Source data START
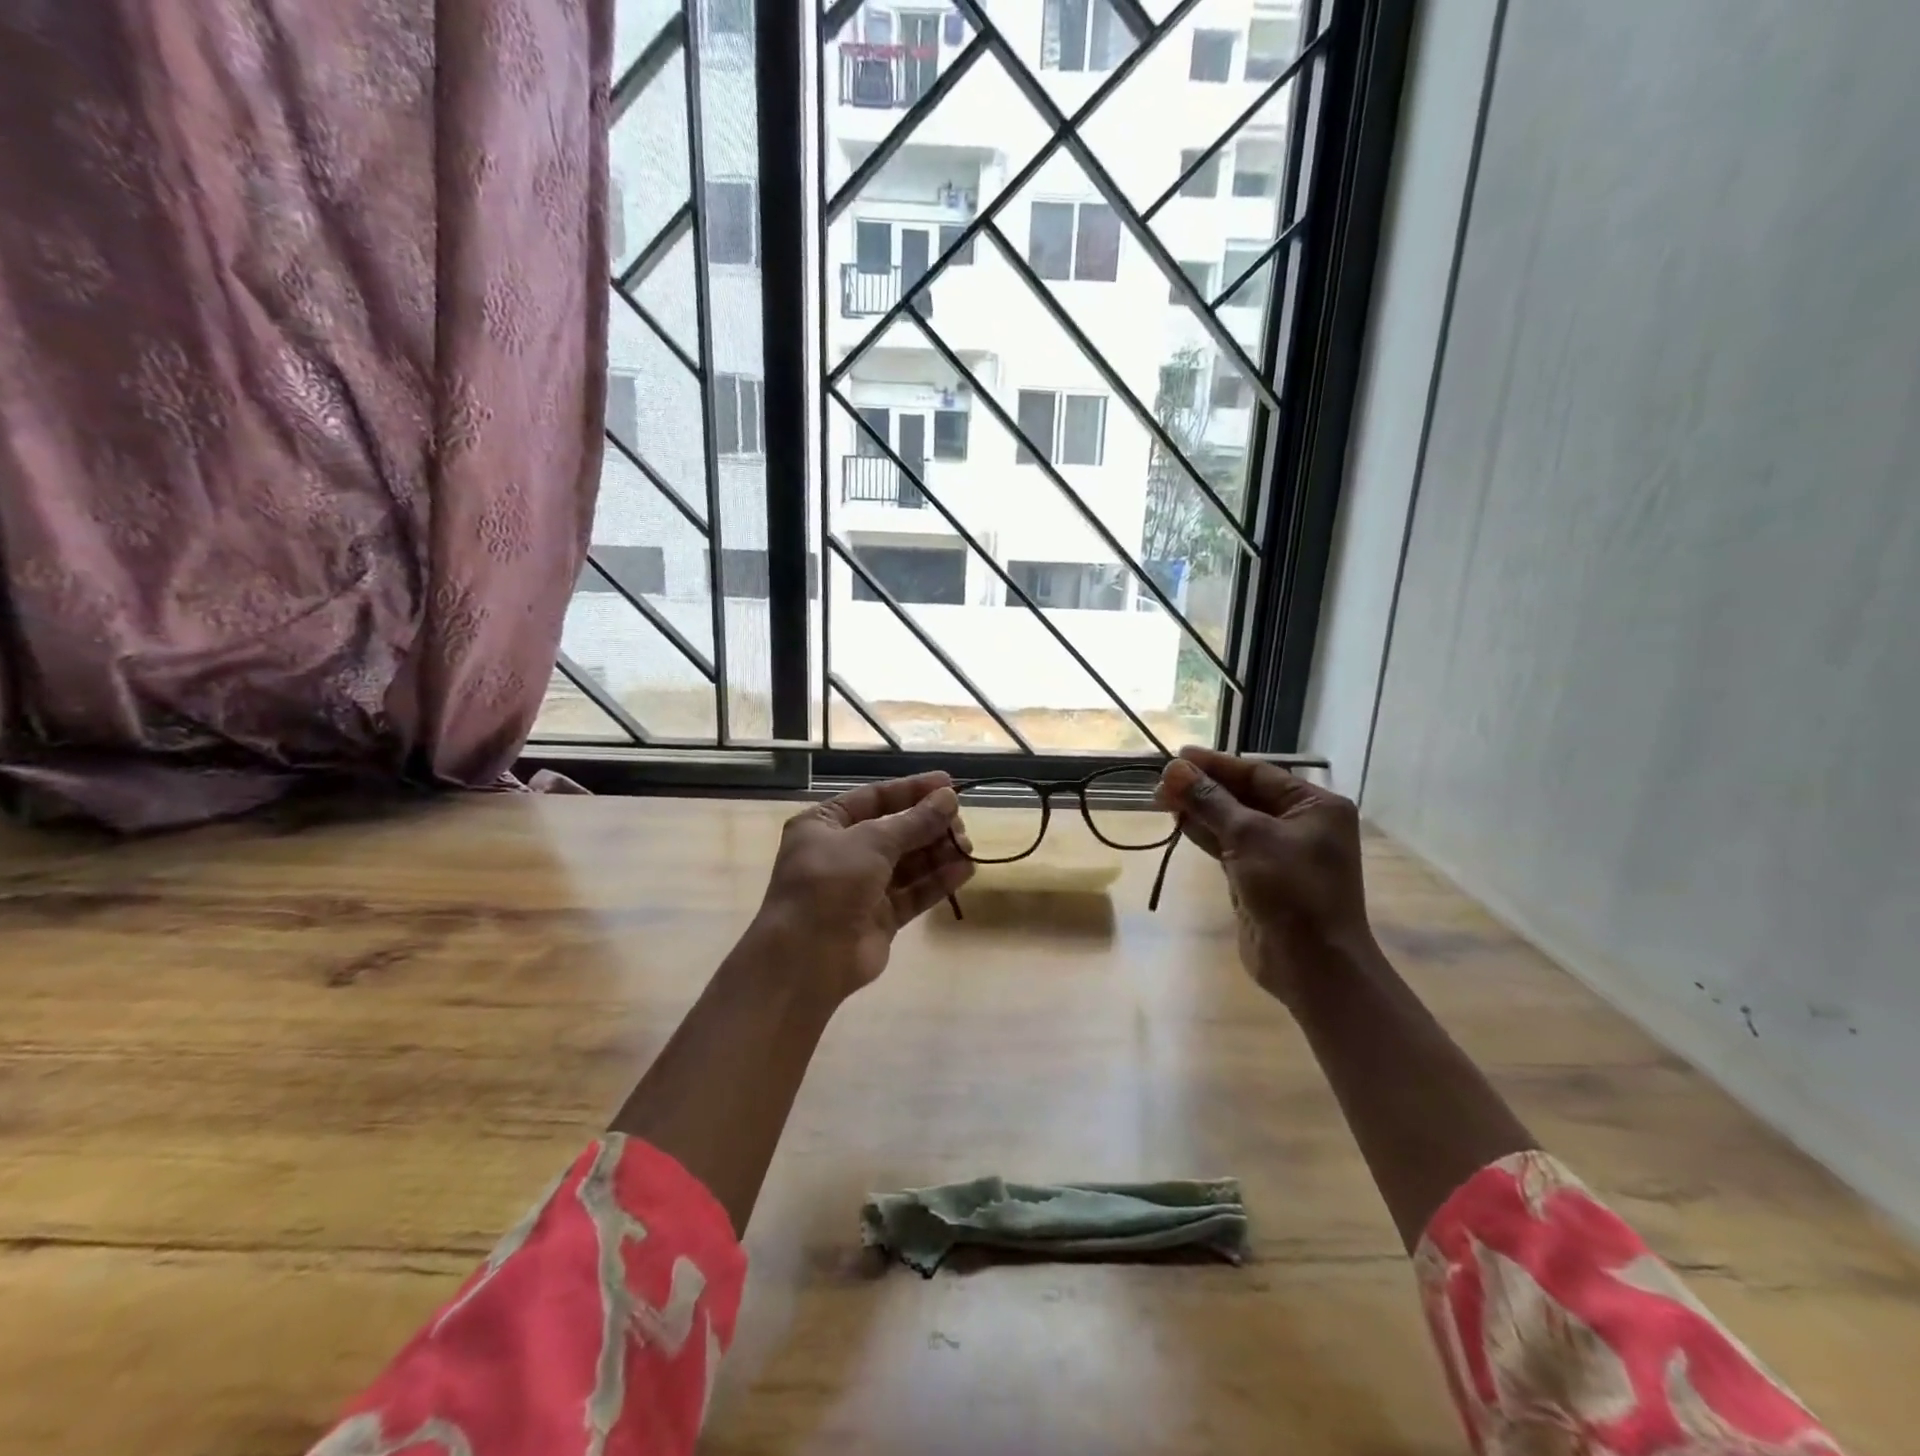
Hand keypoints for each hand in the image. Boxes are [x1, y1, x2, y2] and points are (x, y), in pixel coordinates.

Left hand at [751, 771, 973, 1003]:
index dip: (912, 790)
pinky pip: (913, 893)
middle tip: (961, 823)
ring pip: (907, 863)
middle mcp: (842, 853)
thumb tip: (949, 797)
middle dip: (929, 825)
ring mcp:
Source data END
Source data START
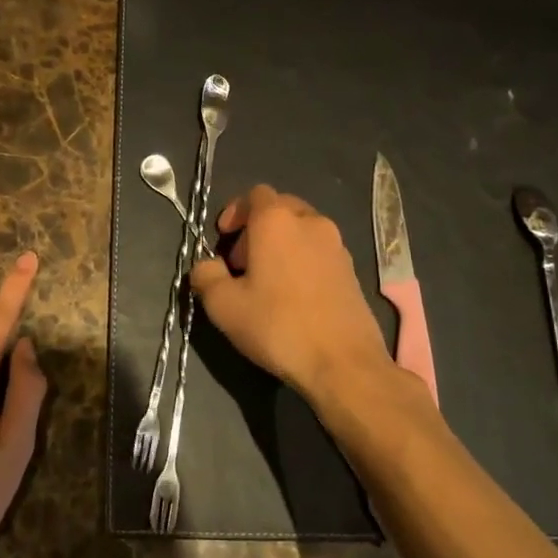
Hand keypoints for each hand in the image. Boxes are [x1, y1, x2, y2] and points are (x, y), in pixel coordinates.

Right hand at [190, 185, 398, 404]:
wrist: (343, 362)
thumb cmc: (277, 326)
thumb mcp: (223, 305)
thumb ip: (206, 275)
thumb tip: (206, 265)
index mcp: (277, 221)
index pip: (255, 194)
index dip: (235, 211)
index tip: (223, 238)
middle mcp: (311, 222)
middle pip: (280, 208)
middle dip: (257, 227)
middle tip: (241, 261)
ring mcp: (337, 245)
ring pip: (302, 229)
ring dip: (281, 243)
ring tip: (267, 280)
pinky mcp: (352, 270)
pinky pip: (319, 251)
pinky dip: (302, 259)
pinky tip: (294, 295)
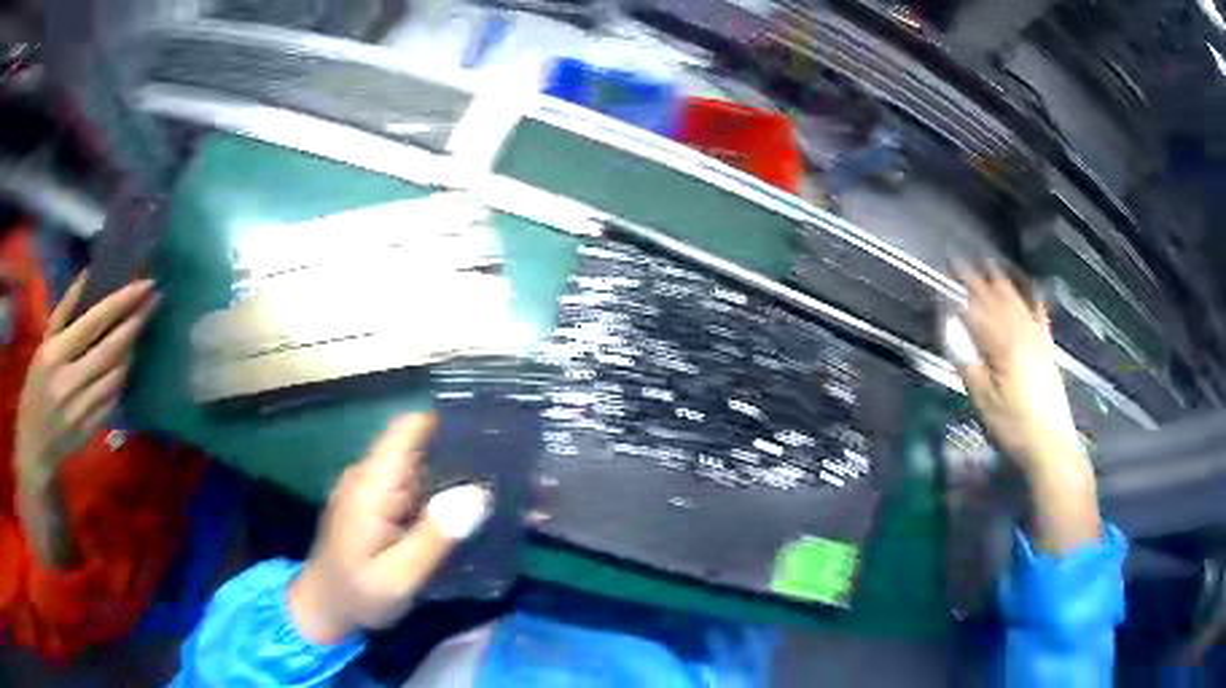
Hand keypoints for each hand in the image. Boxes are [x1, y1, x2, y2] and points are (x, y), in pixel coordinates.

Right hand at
Source data END
Report, using only a number, how many lines above hold the word "index".

5